Division of Oncology, IRCCS Azienda Ospedaliero-Universitaria di Bologna, Via Albertoni - 15, Bologna, Italia.
Immunotherapy. 2021 Jun;13(8):637-644. doi: 10.2217/imt-2021-0026. Epub 2021 Apr 6.
Advanced hepatocellular carcinoma (HCC) patients present poor prognosis. However, recent years have seen the advent of several novel treatments in this setting, where the role of immune checkpoint inhibitors has been investigated. Among these, the PD-L1 inhibitor atezolizumab in combination with bevacizumab has reported unprecedented results in treatment-naive patients with unresectable disease, with the recently published IMbrave150 Phase III trial showing the superiority of the combination over sorafenib monotherapy, and after having attended more than a decade of 'stagnation', the HCC medical community has a new standard of care. Herein, we examine the development and the impact of atezolizumab in advanced HCC, summarizing the mechanism of action, pharmacokinetics and recent evidence from Phase I to III clinical trials.

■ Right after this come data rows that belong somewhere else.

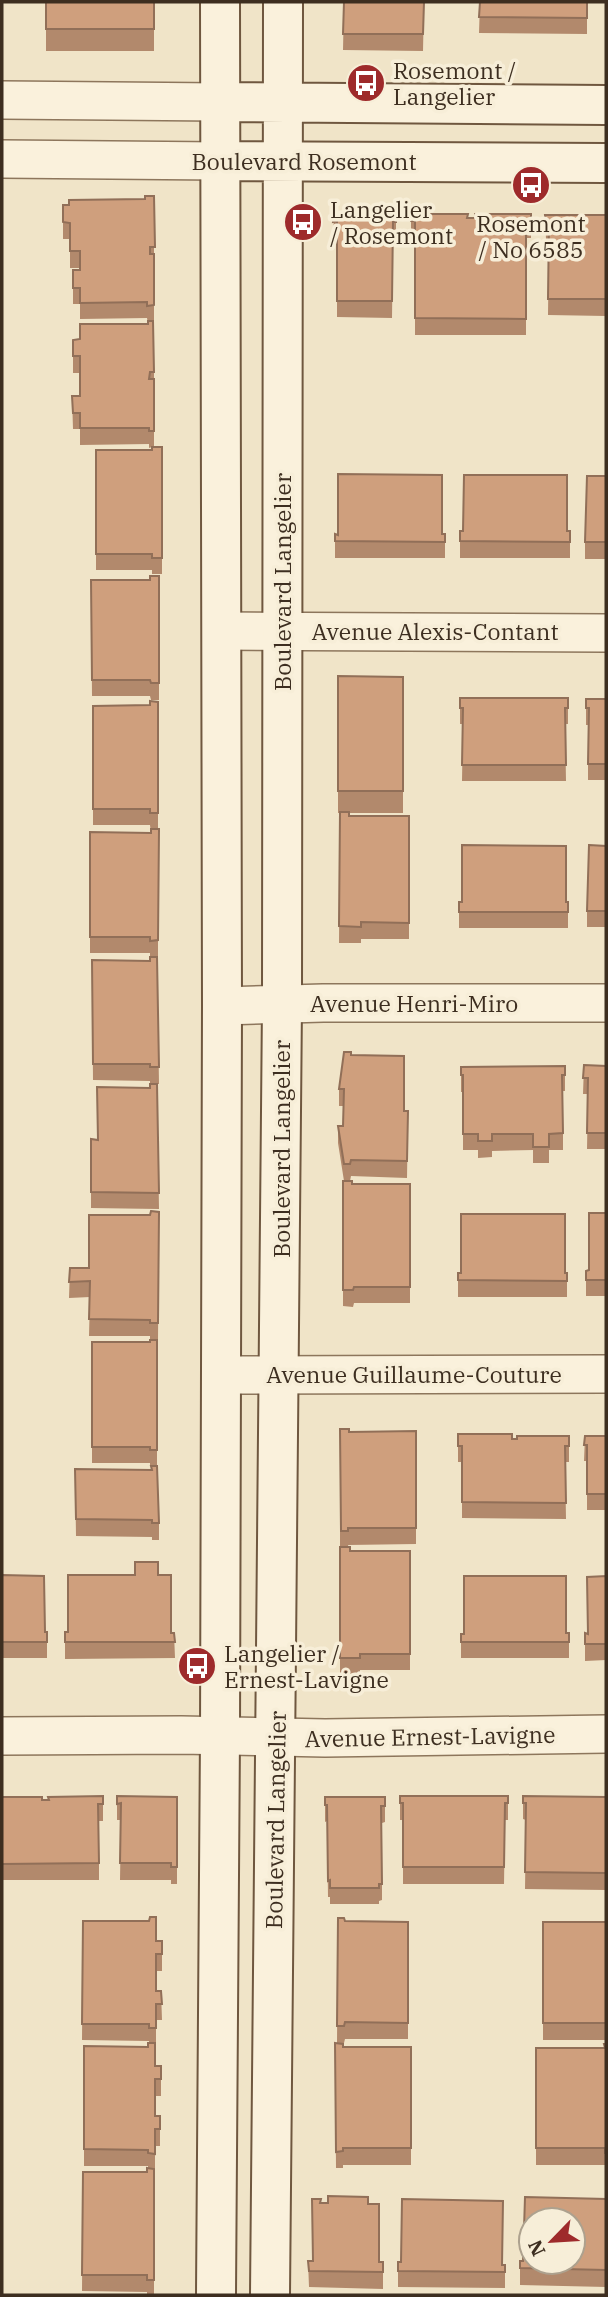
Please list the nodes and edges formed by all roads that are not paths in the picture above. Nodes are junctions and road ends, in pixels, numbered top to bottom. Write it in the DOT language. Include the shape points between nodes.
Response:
graph roads {
  1 [pos="220,2"];
  2 [pos="283,2"];
  3 [pos="2,100"];
  4 [pos="219,102"];
  5 [pos="282,103"];
  6 [pos="606,105"];
  7 [pos="2,159"];
  8 [pos="282,160"];
  9 [pos="219,161"];
  10 [pos="606,163"];
  11 [pos="282,630"];
  12 [pos="222,631"];
  13 [pos="606,633"];
  14 [pos="606,1003"];
  15 [pos="282,1004"];
  16 [pos="222,1006"];
  17 [pos="279,1374"];
  18 [pos="606,1374"];
  19 [pos="221,1375"];
  20 [pos="606,1734"];
  21 [pos="2,1736"];
  22 [pos="220,1736"];
  23 [pos="276,1738"];
  24 [pos="216,2295"];
  25 [pos="270,2295"];
  1 -- 4 [label="main road"];
  2 -- 5 [label="main road, Boulevard Langelier"];
  3 -- 4 [label="street"];
  4 -- 5 [label="main road"];
  4 -- 9 [label="main road"];
  5 -- 6 [label="main road"];
  5 -- 8 [label="main road, Boulevard Langelier"];
  7 -- 9 [label="street, Boulevard Rosemont"];
  8 -- 9 [label="main road, Boulevard Rosemont"];
  8 -- 10 [label="main road, Boulevard Rosemont"];
  8 -- 11 [label="main road, Boulevard Langelier"];
  9 -- 12 [label="main road"];
  11 -- 12 [label="street, Avenue Alexis-Contant"];
  11 -- 13 [label="street, Avenue Alexis-Contant"];
  11 -- 15 [label="main road, Boulevard Langelier"];
  12 -- 16 [label="main road"];
  14 -- 15 [label="street, Avenue Henri-Miro"];
  15 -- 16 [label="street, Avenue Henri-Miro"];
  15 -- 17 [label="main road, Boulevard Langelier"];
  16 -- 19 [label="main road"];
  17 -- 18 [label="street, Avenue Guillaume-Couture"];
  17 -- 19 [label="street, Avenue Guillaume-Couture"];
  17 -- 23 [label="main road, Boulevard Langelier"];
  19 -- 22 [label="main road"];
  20 -- 23 [label="street, Avenue Ernest-Lavigne"];
  21 -- 22 [label="street, Avenue Ernest-Lavigne"];
  22 -- 23 [label="street, Avenue Ernest-Lavigne"];
  22 -- 24 [label="main road"];
  23 -- 25 [label="main road, Boulevard Langelier"];
}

晚期肝细胞癌(HCC)患者预后较差。然而,近年来,这一领域出现了几种新的治疗方法,其中包括免疫检查点抑制剂的作用。在这些方法中,PD-L1 抑制剂阿替利珠单抗联合贝伐珠单抗在未经治疗的不可切除疾病患者中报告了前所未有的结果,最近发表的 IMbrave150 期 III 期试验显示该联合治疗优于索拉非尼单药治疗,在经历了十多年的“停滞”之后,HCC 医学界有了新的治疗标准。在此,我们研究了阿替利珠单抗在晚期 HCC 中的发展和影响,总结了其作用机制、药代动力学和从 I 期到 III 期临床试验的最新证据。